Exercise aim:
Across the entries below, how many lines have the string "edges" in them? Reply with only the number.

Exercise input:
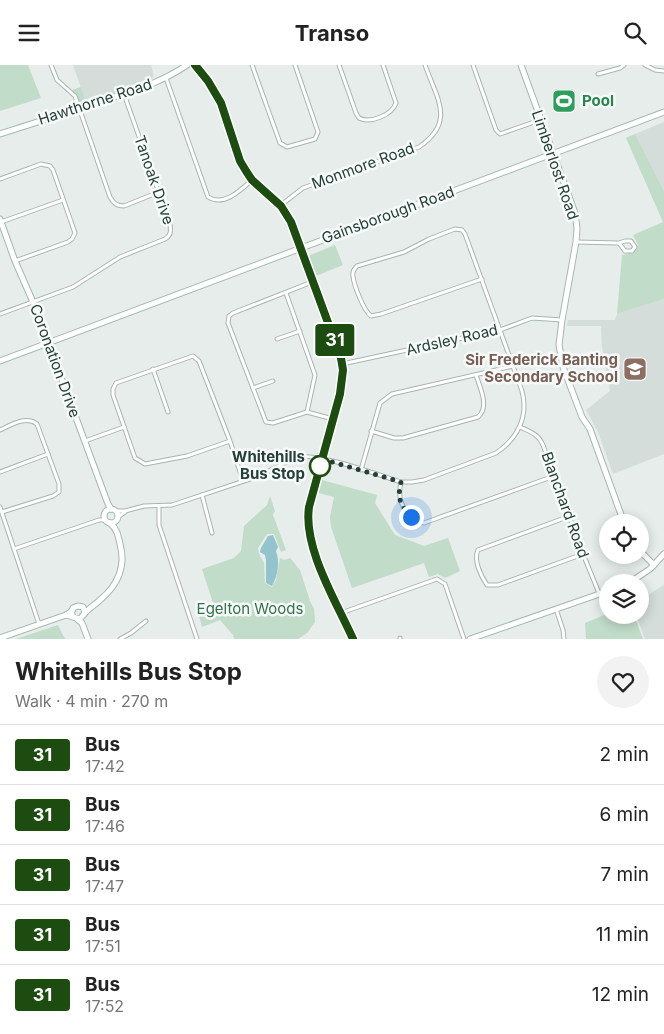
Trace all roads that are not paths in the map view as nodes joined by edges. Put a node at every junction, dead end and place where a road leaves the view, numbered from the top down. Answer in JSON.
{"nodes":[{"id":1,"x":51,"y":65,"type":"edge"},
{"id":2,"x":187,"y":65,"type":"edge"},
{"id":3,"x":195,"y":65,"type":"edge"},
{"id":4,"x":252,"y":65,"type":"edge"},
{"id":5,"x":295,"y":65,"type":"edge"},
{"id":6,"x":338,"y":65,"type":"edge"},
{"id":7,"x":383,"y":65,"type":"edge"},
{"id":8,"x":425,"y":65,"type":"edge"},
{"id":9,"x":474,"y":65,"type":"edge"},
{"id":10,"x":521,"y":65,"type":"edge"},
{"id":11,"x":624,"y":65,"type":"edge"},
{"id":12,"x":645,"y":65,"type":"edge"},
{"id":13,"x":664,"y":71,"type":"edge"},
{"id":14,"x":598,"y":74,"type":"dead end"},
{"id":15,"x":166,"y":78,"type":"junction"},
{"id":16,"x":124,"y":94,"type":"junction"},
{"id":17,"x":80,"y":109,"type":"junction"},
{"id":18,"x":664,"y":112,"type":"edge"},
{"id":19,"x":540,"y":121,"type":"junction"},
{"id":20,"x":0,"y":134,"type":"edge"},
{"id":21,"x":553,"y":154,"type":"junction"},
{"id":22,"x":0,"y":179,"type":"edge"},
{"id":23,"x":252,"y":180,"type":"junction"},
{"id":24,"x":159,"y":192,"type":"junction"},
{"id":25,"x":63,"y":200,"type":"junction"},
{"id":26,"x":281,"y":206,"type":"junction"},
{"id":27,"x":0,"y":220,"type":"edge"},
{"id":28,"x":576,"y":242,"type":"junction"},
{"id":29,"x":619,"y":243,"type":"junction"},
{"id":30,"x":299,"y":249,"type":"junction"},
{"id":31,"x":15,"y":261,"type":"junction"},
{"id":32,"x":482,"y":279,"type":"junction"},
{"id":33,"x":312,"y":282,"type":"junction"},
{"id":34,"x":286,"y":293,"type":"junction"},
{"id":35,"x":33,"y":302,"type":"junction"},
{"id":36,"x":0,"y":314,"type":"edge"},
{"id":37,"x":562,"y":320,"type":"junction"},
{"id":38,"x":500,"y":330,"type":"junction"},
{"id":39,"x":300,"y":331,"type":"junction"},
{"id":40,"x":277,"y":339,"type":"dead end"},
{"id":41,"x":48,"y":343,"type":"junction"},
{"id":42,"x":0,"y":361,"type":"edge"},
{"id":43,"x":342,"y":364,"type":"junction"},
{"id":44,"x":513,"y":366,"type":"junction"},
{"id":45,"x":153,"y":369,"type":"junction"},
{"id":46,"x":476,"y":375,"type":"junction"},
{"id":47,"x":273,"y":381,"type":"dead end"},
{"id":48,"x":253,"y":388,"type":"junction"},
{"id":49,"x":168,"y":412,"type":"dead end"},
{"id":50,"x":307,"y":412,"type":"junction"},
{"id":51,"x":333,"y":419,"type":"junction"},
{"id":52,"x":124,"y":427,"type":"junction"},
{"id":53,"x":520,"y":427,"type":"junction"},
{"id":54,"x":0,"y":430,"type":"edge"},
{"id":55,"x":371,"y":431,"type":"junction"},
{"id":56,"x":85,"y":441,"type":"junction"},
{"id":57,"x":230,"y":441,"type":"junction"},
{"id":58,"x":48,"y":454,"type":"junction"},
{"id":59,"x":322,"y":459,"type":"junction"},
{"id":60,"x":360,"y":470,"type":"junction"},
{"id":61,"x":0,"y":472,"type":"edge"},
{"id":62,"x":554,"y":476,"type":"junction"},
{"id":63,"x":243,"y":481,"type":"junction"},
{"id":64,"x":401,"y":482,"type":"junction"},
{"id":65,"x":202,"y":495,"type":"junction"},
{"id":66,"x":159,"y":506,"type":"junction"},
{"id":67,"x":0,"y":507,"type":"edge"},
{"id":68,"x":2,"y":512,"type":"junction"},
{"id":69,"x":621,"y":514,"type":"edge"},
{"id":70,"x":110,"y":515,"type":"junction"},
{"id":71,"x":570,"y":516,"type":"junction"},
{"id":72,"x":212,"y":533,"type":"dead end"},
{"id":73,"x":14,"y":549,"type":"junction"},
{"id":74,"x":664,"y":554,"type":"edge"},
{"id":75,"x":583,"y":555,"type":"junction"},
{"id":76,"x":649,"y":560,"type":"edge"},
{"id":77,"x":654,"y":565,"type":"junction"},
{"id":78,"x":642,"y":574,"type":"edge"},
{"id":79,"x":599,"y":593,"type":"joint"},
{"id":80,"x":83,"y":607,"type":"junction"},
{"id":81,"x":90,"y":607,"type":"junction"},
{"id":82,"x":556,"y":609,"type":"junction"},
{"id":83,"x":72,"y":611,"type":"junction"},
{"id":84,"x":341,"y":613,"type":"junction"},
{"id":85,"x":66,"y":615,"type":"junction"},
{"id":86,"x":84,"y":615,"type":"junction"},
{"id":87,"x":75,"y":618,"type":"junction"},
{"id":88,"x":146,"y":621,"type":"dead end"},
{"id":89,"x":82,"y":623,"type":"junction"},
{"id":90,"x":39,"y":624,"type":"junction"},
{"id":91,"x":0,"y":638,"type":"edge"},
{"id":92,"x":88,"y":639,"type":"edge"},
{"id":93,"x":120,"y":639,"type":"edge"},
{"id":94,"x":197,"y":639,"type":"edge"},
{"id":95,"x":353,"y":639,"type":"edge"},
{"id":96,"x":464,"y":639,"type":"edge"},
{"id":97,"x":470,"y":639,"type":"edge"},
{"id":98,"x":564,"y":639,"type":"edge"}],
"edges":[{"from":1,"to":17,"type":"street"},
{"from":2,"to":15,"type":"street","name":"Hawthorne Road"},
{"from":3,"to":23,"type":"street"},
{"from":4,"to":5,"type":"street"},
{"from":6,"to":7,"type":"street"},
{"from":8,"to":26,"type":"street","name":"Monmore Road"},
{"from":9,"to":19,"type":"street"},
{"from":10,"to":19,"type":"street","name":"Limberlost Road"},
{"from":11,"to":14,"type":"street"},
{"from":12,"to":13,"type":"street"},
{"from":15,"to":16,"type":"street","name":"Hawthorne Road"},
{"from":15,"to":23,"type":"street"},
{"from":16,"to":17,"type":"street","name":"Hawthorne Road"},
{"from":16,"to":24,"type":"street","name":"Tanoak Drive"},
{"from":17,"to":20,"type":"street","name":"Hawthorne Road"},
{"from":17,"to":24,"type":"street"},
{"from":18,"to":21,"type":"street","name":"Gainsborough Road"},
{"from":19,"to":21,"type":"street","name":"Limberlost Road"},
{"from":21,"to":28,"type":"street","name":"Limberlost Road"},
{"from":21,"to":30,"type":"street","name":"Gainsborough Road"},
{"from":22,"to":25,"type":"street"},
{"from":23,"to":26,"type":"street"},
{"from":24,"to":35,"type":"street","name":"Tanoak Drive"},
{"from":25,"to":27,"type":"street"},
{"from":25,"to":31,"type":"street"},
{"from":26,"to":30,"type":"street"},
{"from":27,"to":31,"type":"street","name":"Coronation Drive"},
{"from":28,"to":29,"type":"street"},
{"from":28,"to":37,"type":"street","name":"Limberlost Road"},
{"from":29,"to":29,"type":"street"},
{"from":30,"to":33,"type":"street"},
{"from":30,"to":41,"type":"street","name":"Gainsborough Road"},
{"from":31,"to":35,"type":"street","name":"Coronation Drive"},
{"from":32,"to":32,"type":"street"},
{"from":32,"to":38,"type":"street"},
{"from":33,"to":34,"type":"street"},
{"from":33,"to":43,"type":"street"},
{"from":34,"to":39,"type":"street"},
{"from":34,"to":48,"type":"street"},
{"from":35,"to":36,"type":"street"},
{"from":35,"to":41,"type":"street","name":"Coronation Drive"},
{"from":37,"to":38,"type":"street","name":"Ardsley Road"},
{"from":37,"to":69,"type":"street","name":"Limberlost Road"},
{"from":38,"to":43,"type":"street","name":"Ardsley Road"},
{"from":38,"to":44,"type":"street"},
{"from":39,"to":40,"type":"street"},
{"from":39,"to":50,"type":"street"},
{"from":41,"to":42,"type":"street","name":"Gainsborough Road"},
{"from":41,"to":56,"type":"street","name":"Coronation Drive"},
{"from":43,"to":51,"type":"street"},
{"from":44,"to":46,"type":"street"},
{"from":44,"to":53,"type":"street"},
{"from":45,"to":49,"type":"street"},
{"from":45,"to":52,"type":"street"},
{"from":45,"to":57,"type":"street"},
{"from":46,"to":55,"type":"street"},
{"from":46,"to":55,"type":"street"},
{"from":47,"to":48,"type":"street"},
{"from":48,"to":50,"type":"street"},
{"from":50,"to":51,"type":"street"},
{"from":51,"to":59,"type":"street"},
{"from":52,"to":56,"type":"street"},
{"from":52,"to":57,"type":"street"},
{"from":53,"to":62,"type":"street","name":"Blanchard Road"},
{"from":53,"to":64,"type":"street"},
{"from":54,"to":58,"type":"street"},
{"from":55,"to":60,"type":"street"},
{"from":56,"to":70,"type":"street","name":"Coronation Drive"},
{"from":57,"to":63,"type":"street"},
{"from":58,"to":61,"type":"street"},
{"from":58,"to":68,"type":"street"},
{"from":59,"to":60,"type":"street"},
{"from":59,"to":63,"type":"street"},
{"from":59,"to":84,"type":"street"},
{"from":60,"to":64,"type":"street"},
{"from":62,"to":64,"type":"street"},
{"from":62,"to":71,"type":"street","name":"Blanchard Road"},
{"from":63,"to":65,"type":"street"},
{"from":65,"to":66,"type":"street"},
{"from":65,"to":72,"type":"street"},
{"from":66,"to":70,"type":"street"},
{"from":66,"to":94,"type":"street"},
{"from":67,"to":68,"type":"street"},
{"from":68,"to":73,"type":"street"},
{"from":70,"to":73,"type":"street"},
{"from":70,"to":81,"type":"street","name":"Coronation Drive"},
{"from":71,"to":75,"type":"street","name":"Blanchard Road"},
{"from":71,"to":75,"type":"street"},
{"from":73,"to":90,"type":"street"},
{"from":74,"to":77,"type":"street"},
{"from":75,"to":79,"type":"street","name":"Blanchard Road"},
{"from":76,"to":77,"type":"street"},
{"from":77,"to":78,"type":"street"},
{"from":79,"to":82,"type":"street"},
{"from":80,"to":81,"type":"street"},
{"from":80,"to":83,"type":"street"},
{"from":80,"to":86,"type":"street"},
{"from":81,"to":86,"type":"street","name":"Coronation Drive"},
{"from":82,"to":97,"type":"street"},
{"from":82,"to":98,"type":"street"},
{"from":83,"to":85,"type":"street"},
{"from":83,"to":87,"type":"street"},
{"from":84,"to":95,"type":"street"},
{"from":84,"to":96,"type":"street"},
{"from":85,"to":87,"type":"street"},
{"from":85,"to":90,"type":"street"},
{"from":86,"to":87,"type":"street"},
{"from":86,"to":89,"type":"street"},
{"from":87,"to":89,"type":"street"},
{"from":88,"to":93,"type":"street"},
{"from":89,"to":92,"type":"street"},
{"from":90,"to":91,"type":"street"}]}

Problem solution:
2